Set in 1920s Oklahoma, Killers of the Flower Moon is about a series of murders committed upon
the Osage Native American Nation over the rights to oil on their tribal lands.
Like Oppenheimer, Killers of the Flower Moon is very long (206 minutes) but deeply engaging.
The costuming, set design and cinematography are exceptional, and the film has a potent atmosphere of
charisma, conspiracy and matter-of-fact cruelty. The screenplay is extremely tight, with every detail
returning meaningfully later on. Scorsese is a master of heavy silence and authentic, suspenseful
slowness: slow but richly-detailed pacing that evokes a life unfolding, immersing you in its setting and the
plight of its well-developed characters.
Killers of the Flower Moon is driven by three enthralling central performances. Leonardo
DiCaprio plays Ernest Burkhart, a greedy, loyal man who loves his Osage wife and sincerely cares for her
even as he commits increasingly heinous acts for his uncle. Lily Gladstone is remarkable as Ernest’s wife
Molly, a strong, witty woman whose grief and wasting illness visibly eat away at her. Robert De Niro (in
his tenth collaboration with Scorsese) is chilling as “King” Bill Hale: a warm, fatherly figure on the
surface with a manipulative, ruthless nature.

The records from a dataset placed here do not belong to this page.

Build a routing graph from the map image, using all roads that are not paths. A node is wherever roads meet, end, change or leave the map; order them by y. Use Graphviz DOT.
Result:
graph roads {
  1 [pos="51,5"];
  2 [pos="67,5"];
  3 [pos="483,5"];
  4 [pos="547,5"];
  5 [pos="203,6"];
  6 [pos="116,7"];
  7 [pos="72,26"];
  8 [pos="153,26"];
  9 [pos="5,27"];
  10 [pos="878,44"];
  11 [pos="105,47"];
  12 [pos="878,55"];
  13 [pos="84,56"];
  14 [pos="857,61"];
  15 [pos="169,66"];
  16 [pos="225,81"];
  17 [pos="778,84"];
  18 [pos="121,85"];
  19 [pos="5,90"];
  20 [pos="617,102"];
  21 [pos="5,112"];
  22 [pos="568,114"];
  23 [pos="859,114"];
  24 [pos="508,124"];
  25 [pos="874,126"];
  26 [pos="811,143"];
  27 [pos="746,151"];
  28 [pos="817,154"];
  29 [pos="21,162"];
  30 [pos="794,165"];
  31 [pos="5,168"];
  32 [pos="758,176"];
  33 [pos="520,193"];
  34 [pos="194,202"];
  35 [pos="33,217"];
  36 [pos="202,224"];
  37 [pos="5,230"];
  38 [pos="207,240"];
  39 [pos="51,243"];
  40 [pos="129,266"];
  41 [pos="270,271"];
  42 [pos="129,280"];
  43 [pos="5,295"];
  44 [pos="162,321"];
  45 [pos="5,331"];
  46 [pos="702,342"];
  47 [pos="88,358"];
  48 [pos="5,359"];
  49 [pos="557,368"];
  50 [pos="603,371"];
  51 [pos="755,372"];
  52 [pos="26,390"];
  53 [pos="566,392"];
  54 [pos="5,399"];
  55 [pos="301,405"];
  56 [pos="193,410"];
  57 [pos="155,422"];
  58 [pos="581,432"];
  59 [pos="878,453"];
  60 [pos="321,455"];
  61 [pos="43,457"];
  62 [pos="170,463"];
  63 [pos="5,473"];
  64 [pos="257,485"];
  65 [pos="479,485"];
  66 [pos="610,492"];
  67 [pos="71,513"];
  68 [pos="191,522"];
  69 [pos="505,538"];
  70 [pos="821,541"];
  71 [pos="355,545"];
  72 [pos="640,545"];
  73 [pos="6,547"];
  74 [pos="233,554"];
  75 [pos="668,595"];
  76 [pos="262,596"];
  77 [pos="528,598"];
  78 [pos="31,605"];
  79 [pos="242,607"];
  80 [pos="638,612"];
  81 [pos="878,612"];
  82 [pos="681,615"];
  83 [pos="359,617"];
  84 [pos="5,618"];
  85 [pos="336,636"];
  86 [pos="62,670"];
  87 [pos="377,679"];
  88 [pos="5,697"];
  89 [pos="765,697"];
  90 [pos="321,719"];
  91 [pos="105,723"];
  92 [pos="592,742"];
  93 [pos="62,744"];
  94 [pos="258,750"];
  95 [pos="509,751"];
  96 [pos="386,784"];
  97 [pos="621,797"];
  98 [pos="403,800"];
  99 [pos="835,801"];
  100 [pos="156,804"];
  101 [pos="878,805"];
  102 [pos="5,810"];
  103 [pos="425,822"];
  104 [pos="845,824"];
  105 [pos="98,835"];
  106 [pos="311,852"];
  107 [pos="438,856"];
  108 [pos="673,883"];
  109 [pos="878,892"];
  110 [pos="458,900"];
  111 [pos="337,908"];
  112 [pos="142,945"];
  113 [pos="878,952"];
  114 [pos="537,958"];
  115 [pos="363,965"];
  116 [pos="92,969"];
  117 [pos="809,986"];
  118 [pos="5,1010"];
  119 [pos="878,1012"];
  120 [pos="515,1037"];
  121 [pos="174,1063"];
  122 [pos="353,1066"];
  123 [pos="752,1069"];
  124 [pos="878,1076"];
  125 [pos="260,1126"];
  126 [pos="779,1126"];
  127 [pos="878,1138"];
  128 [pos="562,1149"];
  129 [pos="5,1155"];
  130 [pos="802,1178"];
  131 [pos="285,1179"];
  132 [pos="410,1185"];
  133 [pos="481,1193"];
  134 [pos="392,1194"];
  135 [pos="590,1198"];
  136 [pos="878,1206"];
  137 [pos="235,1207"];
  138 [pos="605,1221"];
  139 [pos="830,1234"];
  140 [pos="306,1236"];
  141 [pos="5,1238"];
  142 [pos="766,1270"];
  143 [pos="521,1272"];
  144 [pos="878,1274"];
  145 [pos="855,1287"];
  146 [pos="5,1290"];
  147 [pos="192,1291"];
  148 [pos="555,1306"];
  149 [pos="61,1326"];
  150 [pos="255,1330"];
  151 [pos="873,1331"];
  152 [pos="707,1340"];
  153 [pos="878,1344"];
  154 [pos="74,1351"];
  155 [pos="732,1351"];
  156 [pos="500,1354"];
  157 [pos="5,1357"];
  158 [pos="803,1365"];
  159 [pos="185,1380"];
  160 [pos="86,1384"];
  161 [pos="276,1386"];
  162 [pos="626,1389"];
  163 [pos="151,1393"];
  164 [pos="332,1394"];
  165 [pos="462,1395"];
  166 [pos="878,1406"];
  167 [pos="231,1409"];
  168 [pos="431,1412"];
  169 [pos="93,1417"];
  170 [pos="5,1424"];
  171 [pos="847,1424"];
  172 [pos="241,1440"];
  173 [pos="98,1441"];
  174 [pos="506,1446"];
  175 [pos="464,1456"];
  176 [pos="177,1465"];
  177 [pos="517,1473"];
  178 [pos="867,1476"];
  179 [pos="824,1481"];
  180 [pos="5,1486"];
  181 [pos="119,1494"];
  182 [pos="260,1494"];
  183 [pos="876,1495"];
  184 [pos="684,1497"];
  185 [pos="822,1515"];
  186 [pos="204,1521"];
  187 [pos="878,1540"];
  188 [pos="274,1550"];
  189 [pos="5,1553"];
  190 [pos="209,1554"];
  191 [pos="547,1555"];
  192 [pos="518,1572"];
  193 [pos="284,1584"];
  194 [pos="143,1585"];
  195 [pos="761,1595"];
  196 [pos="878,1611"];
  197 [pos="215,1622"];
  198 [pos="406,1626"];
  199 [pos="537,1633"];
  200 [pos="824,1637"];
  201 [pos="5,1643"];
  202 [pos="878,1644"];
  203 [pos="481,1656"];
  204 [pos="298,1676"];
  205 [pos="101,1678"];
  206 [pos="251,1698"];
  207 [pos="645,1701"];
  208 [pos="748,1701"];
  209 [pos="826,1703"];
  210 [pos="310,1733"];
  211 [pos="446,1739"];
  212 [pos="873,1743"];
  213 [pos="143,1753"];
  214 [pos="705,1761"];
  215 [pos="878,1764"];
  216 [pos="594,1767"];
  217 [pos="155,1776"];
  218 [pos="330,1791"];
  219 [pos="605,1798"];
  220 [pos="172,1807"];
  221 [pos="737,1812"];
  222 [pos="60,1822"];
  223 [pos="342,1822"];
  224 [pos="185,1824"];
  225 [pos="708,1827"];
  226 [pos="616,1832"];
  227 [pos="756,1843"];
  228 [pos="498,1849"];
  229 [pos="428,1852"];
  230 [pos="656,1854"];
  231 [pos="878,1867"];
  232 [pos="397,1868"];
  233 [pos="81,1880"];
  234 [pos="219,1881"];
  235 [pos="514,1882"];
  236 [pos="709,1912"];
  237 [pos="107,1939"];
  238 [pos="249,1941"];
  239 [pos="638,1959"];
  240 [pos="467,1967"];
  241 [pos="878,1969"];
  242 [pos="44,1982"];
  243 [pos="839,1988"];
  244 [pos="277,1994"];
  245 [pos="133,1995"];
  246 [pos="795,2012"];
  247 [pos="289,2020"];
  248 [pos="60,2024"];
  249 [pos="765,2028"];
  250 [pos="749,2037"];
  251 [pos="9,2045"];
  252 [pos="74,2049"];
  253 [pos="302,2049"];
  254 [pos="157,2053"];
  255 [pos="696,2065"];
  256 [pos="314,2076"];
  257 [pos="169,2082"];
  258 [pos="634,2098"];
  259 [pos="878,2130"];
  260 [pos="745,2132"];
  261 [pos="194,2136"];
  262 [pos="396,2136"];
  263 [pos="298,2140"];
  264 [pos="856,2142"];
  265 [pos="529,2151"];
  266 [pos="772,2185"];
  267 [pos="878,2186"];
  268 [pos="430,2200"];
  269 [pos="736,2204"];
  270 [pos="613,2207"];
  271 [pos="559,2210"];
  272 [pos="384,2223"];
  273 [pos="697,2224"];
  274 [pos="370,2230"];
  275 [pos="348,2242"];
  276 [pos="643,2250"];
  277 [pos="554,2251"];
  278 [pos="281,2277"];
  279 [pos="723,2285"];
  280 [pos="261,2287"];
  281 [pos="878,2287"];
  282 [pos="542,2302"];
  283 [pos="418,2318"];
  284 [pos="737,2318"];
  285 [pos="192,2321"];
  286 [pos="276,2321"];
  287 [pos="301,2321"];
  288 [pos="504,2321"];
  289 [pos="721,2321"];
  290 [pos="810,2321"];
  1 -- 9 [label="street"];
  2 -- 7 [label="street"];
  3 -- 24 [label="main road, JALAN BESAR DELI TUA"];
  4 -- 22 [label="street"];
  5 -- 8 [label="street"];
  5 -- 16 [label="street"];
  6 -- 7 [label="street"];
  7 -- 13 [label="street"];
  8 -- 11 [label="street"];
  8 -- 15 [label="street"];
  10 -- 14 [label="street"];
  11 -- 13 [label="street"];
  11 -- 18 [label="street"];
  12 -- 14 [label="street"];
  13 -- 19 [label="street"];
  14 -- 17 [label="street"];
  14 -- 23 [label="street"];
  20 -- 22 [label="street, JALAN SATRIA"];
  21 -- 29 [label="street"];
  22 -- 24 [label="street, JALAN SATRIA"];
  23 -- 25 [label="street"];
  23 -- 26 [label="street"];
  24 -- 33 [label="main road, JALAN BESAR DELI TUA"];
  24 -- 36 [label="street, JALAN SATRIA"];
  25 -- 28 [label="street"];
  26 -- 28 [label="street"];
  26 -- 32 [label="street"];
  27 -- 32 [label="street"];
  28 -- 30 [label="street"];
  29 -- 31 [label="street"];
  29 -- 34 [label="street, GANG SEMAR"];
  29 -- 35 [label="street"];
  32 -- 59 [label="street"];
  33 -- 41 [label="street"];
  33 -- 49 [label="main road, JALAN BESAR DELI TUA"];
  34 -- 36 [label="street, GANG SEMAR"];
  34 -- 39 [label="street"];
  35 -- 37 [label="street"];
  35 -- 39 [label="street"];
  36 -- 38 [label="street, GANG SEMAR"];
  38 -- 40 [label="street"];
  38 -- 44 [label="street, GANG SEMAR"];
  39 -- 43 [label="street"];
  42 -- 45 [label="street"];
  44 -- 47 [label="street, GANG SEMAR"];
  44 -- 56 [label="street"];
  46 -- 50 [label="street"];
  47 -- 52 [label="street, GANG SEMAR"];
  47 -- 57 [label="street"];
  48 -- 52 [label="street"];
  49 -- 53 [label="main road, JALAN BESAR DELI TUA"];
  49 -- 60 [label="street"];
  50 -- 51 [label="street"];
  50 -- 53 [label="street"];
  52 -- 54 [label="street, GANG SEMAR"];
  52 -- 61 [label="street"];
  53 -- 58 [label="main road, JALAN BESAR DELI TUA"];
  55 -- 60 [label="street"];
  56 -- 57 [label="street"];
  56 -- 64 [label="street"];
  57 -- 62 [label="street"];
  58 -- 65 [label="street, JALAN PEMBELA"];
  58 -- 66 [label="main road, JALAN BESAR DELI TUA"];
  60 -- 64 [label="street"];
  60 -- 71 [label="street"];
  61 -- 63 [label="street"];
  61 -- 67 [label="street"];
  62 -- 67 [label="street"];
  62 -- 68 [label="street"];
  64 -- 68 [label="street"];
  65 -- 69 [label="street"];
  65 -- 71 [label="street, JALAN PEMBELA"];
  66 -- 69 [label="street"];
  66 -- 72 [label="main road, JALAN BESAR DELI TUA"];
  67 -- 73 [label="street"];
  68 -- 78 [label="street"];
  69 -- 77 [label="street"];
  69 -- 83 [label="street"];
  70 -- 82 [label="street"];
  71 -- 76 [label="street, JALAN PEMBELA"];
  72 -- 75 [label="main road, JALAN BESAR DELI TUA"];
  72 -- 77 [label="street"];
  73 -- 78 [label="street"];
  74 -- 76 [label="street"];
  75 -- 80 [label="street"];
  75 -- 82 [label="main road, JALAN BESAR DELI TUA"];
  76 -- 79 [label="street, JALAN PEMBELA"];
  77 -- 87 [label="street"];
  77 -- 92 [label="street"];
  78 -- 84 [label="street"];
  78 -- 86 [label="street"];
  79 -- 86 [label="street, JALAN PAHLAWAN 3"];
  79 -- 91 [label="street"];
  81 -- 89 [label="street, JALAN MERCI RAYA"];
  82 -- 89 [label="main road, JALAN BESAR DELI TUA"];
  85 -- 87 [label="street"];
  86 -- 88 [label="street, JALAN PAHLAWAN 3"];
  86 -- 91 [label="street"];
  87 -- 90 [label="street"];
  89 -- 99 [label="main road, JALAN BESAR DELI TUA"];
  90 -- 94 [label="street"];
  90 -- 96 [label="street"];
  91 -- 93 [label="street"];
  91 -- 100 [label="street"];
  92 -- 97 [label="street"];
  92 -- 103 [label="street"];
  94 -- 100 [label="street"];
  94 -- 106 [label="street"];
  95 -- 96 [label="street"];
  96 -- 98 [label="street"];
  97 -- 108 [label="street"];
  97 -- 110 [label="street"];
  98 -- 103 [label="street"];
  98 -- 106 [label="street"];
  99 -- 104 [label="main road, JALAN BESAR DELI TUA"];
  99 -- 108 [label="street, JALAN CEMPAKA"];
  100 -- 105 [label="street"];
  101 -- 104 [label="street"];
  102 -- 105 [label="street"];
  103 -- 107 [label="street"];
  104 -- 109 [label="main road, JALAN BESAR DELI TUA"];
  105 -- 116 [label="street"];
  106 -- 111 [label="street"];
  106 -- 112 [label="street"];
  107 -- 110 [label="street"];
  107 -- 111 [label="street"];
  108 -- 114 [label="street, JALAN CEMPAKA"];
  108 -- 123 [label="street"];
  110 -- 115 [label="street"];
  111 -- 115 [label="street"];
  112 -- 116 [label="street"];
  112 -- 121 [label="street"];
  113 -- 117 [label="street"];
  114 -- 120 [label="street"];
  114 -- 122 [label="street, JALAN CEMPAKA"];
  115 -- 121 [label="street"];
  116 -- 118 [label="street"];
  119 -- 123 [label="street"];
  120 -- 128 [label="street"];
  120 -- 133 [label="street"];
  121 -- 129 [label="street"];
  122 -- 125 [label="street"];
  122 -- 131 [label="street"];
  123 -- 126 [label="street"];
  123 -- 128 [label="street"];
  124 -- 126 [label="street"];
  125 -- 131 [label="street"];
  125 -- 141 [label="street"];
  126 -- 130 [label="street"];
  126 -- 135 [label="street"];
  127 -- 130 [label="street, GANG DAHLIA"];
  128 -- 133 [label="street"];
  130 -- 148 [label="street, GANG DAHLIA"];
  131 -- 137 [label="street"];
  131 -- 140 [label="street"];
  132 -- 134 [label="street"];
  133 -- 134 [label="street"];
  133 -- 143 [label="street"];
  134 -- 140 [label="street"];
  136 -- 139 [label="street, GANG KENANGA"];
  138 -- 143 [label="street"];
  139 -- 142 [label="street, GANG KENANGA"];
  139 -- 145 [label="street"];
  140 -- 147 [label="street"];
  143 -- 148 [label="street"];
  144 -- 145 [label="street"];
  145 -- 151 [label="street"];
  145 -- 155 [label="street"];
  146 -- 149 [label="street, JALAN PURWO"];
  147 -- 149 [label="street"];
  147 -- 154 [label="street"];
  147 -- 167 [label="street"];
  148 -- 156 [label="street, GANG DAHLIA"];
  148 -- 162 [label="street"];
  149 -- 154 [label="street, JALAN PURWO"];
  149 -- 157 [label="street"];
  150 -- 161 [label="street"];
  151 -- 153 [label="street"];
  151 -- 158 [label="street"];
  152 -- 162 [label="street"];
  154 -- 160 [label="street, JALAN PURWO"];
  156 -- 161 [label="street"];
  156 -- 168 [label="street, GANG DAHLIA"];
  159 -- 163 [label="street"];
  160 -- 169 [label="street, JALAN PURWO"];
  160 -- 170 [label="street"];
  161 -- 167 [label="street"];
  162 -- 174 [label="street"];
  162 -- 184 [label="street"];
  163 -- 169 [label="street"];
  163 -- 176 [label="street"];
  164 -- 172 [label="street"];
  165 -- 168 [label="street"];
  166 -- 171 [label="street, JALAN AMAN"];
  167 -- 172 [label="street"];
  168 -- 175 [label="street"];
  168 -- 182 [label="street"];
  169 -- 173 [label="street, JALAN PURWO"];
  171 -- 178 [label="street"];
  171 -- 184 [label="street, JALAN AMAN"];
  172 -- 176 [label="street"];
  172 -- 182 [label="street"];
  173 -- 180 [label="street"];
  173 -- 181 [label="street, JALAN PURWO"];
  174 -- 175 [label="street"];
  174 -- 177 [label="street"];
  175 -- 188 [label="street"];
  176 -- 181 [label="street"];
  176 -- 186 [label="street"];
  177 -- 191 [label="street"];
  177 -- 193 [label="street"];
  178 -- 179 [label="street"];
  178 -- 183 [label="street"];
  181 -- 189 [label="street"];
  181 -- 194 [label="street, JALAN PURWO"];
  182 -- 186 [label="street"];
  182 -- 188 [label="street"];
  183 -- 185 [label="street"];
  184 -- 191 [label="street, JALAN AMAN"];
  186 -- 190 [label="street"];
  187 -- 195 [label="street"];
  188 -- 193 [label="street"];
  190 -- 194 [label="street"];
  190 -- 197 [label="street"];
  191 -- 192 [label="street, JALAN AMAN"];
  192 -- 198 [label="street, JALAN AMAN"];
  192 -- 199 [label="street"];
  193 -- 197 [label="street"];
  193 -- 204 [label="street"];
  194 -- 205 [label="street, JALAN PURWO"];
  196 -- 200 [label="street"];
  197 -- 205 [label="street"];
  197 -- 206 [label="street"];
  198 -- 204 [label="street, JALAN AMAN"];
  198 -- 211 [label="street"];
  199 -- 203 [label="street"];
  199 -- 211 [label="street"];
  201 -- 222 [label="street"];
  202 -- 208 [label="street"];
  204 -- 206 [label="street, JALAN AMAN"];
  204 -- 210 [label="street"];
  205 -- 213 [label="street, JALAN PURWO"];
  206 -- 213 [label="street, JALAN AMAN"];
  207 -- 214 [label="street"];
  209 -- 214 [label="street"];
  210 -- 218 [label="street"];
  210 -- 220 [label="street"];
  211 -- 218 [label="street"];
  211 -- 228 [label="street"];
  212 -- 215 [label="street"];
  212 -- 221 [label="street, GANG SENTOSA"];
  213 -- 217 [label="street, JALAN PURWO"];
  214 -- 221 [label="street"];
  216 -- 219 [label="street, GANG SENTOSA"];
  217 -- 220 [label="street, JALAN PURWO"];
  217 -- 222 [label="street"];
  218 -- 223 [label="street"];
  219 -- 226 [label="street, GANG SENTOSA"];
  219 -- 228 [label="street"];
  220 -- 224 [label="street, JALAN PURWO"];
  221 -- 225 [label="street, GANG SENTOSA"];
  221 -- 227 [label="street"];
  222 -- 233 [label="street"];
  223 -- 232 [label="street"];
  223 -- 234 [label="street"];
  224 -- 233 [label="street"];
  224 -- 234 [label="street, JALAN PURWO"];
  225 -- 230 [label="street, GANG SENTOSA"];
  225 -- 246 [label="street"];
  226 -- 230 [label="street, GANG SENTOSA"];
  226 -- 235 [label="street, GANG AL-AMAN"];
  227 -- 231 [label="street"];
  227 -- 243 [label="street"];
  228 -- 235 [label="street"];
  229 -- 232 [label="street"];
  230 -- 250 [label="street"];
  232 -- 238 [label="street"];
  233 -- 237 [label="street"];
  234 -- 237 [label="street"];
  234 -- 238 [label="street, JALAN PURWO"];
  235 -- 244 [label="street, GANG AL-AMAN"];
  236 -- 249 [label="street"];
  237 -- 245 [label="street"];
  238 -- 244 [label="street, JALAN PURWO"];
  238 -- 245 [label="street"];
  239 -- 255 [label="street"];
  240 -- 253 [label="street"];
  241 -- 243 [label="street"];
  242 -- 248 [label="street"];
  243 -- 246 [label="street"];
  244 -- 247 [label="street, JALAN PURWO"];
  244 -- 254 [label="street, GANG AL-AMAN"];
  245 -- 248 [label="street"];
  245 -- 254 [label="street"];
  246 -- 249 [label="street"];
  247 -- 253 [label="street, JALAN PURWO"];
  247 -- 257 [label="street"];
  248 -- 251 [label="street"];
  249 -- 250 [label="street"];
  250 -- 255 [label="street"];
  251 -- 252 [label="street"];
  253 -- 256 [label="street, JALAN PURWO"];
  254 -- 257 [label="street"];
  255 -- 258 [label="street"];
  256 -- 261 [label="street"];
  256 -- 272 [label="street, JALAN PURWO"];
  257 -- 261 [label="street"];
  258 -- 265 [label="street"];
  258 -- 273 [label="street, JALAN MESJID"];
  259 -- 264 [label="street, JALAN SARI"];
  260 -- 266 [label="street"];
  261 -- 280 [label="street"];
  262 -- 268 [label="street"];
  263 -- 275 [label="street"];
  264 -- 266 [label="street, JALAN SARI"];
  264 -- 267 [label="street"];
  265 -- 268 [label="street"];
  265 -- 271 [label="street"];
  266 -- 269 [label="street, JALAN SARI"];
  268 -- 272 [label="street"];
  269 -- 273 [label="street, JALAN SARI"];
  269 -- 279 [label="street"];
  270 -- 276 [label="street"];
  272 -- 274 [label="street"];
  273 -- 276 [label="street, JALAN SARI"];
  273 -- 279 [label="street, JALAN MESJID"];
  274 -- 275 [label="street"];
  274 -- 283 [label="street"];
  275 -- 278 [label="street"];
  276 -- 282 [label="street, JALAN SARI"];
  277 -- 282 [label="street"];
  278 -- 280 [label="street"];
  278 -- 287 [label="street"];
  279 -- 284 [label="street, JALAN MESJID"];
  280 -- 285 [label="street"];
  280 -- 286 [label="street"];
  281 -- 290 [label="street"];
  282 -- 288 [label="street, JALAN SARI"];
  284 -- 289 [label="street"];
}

I hesitate to call Killers of the Flower Moon better than Oppenheimer, but it is more accessible due
to its smaller scale and more linear narrative.
A riveting, superbly-acted film that never wastes a moment in its three-plus hours, Killers of the
Flower Moon is playing in most Victorian cinemas, and will eventually be released on Apple TV Plus.